Geoff Hutchison is an Australian journalist who presented the Drive program on ABC Radio Perth in Western Australia.

Born and raised in Perth, Hutchison briefly attended the University of Western Australia before winning a cadetship at the Geraldton Guardian newspaper. In 1982 Hutchison moved to Bunbury and joined the Golden West Network, where he presented the late night news. The following year he joined STW-9 in Perth as a sports reporter. In 1986 Hutchison moved to Europe and began a stint as a foreign correspondent for Nine.

In 1998, Hutchison join the Australian Broadcasting Corporation as a senior reporter on The 7.30 Report. He moved to Brussels in 2001 and became the ABC's European correspondent, a position he held until late 2003.

When Liam Bartlett went to commercial radio in early 2006, Hutchison returned to Perth to take up the position as host of 720 ABC's Morning show. Regular program guests include the ABC's medical expert, Norman Swan, Perth lawyer Johnson Kitto and financial planner Nick Bruining.
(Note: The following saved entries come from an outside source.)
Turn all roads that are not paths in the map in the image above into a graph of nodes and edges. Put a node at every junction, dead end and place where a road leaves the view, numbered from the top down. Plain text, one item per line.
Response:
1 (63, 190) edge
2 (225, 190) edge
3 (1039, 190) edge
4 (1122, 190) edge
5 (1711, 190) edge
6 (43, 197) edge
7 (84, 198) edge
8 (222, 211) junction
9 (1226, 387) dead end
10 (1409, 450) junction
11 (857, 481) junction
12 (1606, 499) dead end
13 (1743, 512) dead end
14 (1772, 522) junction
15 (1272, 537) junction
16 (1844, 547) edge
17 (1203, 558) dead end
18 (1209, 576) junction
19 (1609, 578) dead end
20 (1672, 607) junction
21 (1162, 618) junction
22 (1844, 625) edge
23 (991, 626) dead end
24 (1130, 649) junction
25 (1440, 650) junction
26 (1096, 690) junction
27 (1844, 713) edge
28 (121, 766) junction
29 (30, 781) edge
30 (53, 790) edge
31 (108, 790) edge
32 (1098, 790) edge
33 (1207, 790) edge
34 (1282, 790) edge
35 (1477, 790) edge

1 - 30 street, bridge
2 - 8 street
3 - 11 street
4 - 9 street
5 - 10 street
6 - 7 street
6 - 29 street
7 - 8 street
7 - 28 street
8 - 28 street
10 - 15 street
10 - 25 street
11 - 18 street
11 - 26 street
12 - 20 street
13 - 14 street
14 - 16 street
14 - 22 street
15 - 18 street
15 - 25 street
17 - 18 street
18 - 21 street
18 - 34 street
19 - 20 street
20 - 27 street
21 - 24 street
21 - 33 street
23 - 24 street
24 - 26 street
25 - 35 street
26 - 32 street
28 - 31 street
In 2018, Hutchison moved from Mornings to the afternoon Drive program. He announced that he will step down from the program on 29 November 2022.

In July 2025, Hutchinson published his book How Not to Become a Grumpy Old Bugger. It was shortlisted for the Nonfiction Book of the Year at the 2026 Western Australian Premier's Book Awards.

==Personal life==
Hutchison is married with two adult children. He and his wife live in Fremantle.